RAINALD GREBE: Das ist schon wieder länger her. Ich war auf der Touristikmesse recherchieren. Am Brandenburg-Stand haben sie mich erkannt und ich musste als Fotomotiv herhalten.

kreuzer: Stört Sie das, wenn man Sie als Komiker erkennt oder auf Ihre Hymnen anspricht?

GREBE: Na ja, das hat ja auch immer seine Vorteile, etwa wenn Sie einem Brandenburger Bauern dabei helfen, ein Gehöft zu finden.

kreuzer: Sie singen, machen Kabarett, Theater. Wie würden Sie sich beschreiben?

GREBE: Als Theatermacher, das beinhaltet ja alle anderen Aspekte. Mir ist es immer am wichtigsten, dass meine Sachen auch den Theaterleuten gefallen.

kreuzer: Sehen Sie sich als politischen Künstler an?

GREBE: Das kann man auf jeden Fall so sagen. Ich stelle aber eher Fragen, statt Parolen von der Bühne auszugeben. Dafür habe ich zu viel Demut vor dem Fachwissen. Ich kann nicht einfach aufzählen, was an Hartz IV oder dem Gesundheitssystem alles gut oder schlecht ist. So habe ich erst mal keine Meinung.

kreuzer: Sie machten kürzlich eine Fernreise – mussten Sie mal raus? Oder war schon geplant, den Urlaub auf der Bühne zu verwursten?

GREBE: Auf Tour freue ich mich ja, wenn ich eine Raststätte sehe, die ich noch nicht kenne. Da hat sich dann die Frage gestellt: Wie komme ich mal raus? Dass ich dazu irgendetwas machen werde, war mir klar, da ich ja immer meine Erfahrungen verarbeite.

kreuzer: Warum musste es Tansania sein?

GREBE: Musste nicht, wir sagten uns: »Hauptsache, Dritte Welt«. (lacht) Mich hat natürlich der Kolonialismusaspekt gereizt und ich wollte den deutschen Spuren in der Welt nachgehen. Und da ist man dann schon mittendrin in der Zufälligkeit, sich das Reiseziel auszusuchen, das ich auch auf der Bühne thematisieren werde. Da hat man die Welt quasi in der Tasche und muss sich entscheiden. Mich interessiert die Frage nach dem »Warum?«. »Wie sieht so ein Reiseanlass aus?« Oder: »Was ist Tourismus?« Und auch: »Wie viel Fremdheit erträgt man?« Es ging mir ja auch um den künstlerischen Austausch. Andere spielen ihre Sachen dann auf Englisch. Aber das traue ich mich noch nicht.

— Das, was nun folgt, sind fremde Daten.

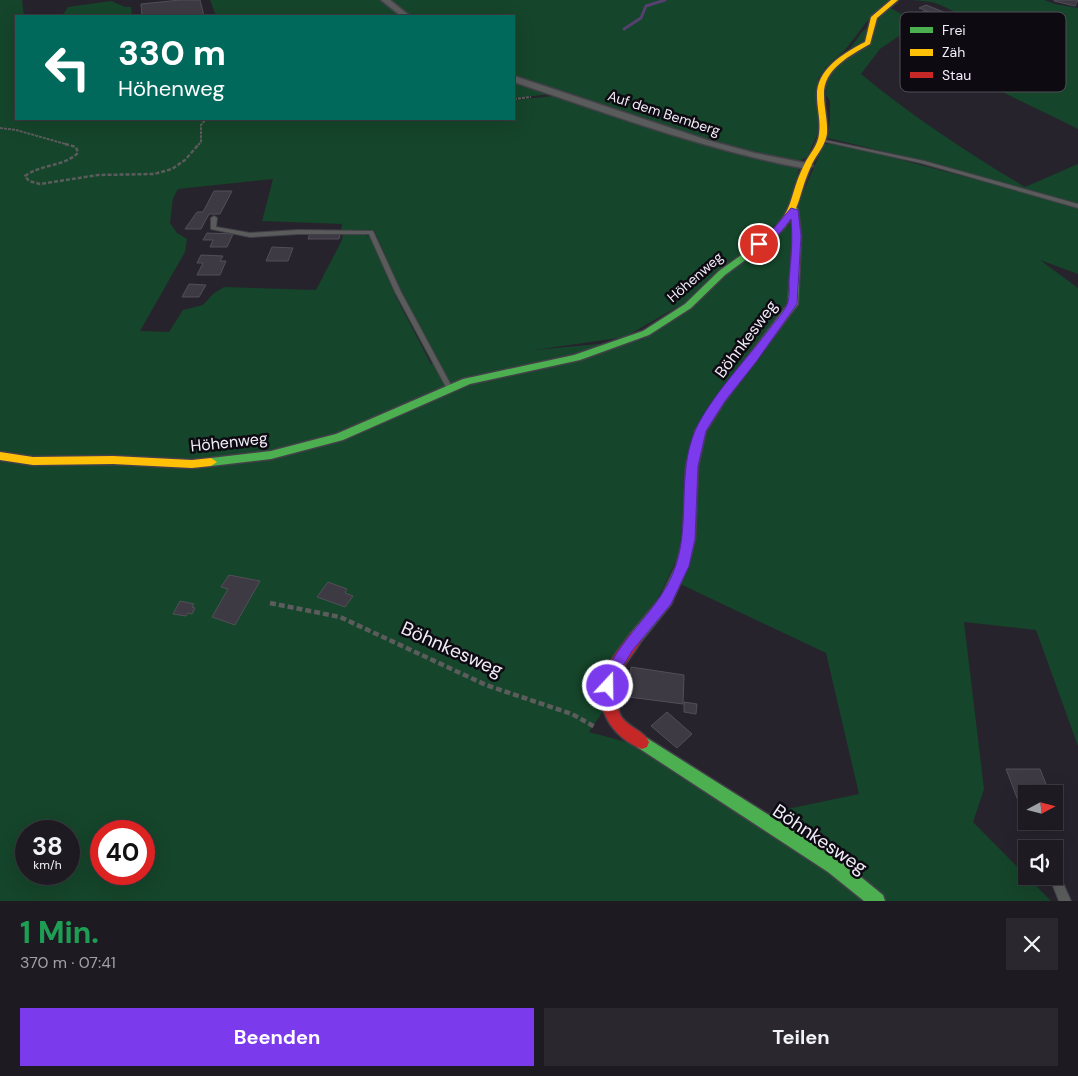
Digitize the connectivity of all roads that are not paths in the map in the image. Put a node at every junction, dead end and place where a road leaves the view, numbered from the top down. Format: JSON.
{"nodes":[{"id":1,"x":385,"y":0,"type":"edge"},
{"id":2,"x":895,"y":0,"type":"edge"},
{"id":3,"x":405,"y":15,"type":"edge"},
{"id":4,"x":515,"y":79,"type":"edge"},
{"id":5,"x":822,"y":140,"type":"junction"},
{"id":6,"x":806,"y":166,"type":"junction"},
{"id":7,"x":1078,"y":206,"type":"edge"},
{"id":8,"x":794,"y":210,"type":"junction"},
{"id":9,"x":214,"y":218,"type":"dead end"},
{"id":10,"x":448,"y":388,"type":"junction"},
{"id":11,"x":0,"y":456,"type":"edge"},
{"id":12,"x":1058,"y":885,"type":"edge"},
{"id":13,"x":877,"y":901,"type":"edge"},
{"id":14,"x":1064,"y":901,"type":"edge"}],
"edges":[{"from":1,"to":3,"type":"street"},
{"from":2,"to":5,"type":"street","name":"Höhenweg"},
{"from":4,"to":6,"type":"street","name":"Auf dem Bemberg"},
{"from":5,"to":6,"type":"street","name":"Höhenweg"},
{"from":5,"to":7,"type":"lane"},
{"from":6,"to":8,"type":"street","name":"Höhenweg"},
{"from":8,"to":10,"type":"street","name":"Höhenweg"},
{"from":8,"to":13,"type":"street","name":"Böhnkesweg"},
{"from":9,"to":10,"type":"lane"},
{"from":10,"to":11,"type":"street","name":"Höhenweg"},
{"from":12,"to":14,"type":"lane"}]}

kreuzer: Würde das funktionieren?

GREBE: Das weiß ich eben auch nicht. Vier Wochen am Strand war ich natürlich auch und habe eine Safari mitgemacht. Aber ich habe dann einen Puppenspielworkshop gegeben und auch ein kleines Stück gezeigt, für das ich innerhalb von drei Tagen Urlaubszenen entwickelte.

kreuzer: Wie viel Urlaub enthält »Die WildeWeiteWeltSchau«?

GREBE: Natürlich sind da Erlebnisse von mir dabei. Es wird ein revueartiges Gebilde. Ein Thema der Spielzeit am Centraltheater heißt ja »Deutschland«, und dem spüre ich in der Fremde nach. Nietzsches Schwester lebte zum Beispiel in Paraguay in einer deutschen Kolonie, einer Para-Kolonie. Es wird Elemente wie in den Minstrel-Shows geben, wo sich Weiße schwarz angemalt und »lustige Sklaven« gespielt haben à la: »Denen geht es gar nicht so schlecht«. Und natürlich Völkerschauen...

kreuzer: ... die als »Menschen-Zoos« auch in Leipzig sehr beliebt waren...

GREBE: ... und auf gewisse Weise auch auf der Touristikmesse zu finden sind. Exotismus in Messehalle 5. Macht Lust aufs Zuhausebleiben.

kreuzer: Dann muss Sie das Panometer interessieren: Mit modernster Technik wird dort das Panorama, eine Erfindung des 19. Jahrhunderts, wiederbelebt. Der Amazonas wird gegeben.

GREBE: Das muss ich mir ansehen. Karl May ist ja auch aus der Zeit gesprungen und bis heute populär. Da gibt es Google Earth und die Leute widmen sich so alten Techniken. Google macht wohl nicht satt. Theater an sich halten ja viele für Schnee von gestern, also auch das, was ich in Leipzig mache. Ich versuche bloß herauszufinden, welcher Kern noch in den Leichen steckt. Deshalb mache ich die Revuen, darum hole ich Straßentheater auf die Bühne und veranstalte Freiluftspiele drinnen.

kreuzer: Dabei haben Sie eine angekitschte Bergkulisse gezeigt. Mögen Sie es gern spektakulär?

GREBE: Ja, ich habe ein Faible für Spektakel.

kreuzer: Und trotzdem zieht es Sie immer wieder in die wortwörtlich unspektakuläre Provinz?

GREBE: Ich sage nur: Tourismusmesse. Ja, da fühlt man sich kurz als etwas Besseres, um dann zu merken, wie dumm Überheblichkeit ist. Irgendwie relativiert die Provinz auch.